§ **What the task requires**
Every line in the records below with the string "dead" needs to be copied out.

[Dataset entries]
----
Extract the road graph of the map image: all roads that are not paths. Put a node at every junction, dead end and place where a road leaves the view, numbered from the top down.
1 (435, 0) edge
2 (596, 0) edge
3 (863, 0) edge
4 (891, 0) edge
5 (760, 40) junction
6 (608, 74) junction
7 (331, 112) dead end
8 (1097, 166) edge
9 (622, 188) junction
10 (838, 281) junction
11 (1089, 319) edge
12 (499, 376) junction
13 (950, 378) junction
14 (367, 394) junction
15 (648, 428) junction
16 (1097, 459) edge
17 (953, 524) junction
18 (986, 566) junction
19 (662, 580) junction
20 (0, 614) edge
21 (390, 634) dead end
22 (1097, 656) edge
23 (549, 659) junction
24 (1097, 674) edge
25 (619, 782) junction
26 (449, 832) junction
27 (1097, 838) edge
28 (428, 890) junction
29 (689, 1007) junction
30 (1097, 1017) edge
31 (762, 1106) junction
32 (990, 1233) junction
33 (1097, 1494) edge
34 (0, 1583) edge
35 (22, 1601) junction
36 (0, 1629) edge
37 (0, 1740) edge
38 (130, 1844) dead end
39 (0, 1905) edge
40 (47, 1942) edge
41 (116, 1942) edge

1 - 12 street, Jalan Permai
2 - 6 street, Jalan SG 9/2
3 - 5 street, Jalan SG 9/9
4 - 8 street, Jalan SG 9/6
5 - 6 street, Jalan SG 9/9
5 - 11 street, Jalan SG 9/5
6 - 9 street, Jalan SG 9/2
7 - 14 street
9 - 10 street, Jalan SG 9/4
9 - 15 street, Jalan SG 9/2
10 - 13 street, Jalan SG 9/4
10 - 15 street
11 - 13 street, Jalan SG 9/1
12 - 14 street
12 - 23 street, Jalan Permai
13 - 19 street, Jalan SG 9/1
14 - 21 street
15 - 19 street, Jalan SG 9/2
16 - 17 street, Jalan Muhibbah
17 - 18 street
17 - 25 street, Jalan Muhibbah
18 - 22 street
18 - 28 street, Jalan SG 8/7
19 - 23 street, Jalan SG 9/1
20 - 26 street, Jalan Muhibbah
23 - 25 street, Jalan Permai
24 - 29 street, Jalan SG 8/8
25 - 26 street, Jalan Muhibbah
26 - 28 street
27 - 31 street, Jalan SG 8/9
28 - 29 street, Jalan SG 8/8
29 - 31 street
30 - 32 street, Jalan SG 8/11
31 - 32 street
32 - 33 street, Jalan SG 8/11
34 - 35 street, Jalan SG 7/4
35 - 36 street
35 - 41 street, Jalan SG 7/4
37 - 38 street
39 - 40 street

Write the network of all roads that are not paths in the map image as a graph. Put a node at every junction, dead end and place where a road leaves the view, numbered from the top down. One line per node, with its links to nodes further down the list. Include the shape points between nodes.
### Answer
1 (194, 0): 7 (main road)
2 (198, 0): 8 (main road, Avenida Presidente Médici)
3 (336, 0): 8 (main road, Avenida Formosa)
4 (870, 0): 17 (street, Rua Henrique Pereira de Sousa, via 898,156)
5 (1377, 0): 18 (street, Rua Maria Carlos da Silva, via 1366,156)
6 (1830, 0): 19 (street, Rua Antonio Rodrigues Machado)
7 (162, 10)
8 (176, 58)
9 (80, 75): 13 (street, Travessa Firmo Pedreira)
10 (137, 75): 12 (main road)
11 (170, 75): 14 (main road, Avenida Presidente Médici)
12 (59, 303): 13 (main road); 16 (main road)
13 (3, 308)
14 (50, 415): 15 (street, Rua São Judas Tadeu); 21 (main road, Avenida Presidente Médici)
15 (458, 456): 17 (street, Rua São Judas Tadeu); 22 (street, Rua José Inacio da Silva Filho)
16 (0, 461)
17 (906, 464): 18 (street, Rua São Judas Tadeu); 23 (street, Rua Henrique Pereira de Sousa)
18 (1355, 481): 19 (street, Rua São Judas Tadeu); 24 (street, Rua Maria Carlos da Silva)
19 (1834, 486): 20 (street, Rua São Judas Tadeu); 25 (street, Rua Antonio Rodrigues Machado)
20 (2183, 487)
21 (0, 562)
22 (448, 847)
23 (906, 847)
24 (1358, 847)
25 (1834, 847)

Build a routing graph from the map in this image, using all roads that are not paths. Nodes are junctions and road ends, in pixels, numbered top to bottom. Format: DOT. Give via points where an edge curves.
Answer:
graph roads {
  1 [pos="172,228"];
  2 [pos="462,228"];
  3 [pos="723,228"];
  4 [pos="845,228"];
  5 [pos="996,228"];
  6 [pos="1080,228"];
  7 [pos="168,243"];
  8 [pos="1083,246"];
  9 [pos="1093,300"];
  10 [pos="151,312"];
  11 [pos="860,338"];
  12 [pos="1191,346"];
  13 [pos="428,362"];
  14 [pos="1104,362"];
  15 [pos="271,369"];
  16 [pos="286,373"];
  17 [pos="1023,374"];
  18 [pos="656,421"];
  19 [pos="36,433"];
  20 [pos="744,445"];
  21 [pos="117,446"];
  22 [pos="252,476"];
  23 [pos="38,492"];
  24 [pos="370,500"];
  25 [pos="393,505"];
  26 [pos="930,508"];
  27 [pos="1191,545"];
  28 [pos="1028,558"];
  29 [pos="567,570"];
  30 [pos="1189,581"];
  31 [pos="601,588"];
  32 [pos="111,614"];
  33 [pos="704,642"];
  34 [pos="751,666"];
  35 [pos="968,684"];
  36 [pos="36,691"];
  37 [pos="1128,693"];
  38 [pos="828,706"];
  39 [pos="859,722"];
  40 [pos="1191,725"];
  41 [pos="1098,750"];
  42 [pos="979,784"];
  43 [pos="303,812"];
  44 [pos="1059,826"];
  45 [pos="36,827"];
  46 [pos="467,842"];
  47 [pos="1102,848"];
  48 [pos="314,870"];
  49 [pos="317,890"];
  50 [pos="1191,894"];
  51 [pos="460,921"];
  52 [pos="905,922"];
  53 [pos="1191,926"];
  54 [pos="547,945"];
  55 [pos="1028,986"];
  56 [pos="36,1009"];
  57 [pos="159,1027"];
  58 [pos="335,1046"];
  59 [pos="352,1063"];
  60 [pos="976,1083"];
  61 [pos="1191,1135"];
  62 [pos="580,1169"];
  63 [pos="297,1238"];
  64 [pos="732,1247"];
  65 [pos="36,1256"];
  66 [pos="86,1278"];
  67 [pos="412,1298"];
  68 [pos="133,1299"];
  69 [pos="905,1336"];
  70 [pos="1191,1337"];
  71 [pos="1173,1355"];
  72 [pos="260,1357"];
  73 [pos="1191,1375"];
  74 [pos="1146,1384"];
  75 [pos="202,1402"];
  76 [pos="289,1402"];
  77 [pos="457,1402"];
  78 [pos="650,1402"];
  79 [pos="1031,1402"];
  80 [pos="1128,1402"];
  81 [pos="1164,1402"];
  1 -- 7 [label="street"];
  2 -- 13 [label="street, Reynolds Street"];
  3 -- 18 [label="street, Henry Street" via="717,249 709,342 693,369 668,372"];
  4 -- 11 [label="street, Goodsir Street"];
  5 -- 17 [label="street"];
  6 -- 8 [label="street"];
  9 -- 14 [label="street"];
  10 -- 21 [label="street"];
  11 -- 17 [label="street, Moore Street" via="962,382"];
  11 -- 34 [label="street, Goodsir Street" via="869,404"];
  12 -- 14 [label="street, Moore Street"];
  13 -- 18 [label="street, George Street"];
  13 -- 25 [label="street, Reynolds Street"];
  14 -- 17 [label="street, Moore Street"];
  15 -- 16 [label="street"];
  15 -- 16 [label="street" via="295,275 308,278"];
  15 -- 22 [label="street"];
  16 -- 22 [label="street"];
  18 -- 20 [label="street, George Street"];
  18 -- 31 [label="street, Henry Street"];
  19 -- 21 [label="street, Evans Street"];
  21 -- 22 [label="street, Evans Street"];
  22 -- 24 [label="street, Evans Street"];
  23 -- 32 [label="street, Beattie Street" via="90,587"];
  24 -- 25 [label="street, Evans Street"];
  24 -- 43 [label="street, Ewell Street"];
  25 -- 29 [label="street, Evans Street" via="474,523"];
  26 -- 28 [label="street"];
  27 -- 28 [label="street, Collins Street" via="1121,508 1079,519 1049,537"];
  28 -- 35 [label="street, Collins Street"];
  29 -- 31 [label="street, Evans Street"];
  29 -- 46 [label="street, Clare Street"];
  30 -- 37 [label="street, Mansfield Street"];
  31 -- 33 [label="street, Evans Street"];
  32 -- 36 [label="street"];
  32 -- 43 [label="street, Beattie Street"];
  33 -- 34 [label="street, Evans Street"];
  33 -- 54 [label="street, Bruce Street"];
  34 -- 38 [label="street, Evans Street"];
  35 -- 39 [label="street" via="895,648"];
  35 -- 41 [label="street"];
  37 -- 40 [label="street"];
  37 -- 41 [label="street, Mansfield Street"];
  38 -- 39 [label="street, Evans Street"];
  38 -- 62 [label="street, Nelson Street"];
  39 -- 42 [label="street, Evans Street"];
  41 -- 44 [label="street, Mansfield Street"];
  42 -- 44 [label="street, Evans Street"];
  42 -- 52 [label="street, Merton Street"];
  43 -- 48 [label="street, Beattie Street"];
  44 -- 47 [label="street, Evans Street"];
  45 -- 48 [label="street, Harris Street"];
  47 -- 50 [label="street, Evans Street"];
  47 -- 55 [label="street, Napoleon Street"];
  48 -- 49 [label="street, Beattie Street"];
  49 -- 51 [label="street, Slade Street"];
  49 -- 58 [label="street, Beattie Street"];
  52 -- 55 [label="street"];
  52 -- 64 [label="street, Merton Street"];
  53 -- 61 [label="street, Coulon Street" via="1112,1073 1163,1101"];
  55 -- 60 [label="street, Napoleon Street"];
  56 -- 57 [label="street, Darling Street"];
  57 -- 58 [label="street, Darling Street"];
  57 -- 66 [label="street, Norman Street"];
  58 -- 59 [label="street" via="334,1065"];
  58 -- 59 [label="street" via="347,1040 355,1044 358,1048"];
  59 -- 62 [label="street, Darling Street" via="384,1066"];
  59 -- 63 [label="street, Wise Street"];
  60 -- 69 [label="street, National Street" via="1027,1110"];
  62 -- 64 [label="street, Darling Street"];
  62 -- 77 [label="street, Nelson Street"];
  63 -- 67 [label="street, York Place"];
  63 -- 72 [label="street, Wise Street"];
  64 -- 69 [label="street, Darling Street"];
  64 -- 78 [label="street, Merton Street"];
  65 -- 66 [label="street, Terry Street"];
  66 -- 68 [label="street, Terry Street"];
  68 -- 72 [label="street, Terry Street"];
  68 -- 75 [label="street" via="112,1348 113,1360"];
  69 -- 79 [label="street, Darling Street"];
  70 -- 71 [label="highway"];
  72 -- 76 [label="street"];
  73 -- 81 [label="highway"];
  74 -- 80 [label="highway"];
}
----
§ **Result of the exercise**
Extract the road graph of the map image: all roads that are not paths. Put a node at every junction, dead end and place where a road leaves the view, numbered from the top down.
7 (331, 112) dead end
21 (390, 634) dead end
38 (130, 1844) dead end
Write the network of all roads that are not paths in the map image as a graph. Put a node at every junction, dead end and place where a road leaves the view, numbered from the top down. One line per node, with its links to nodes further down the list. Include the shape points between nodes.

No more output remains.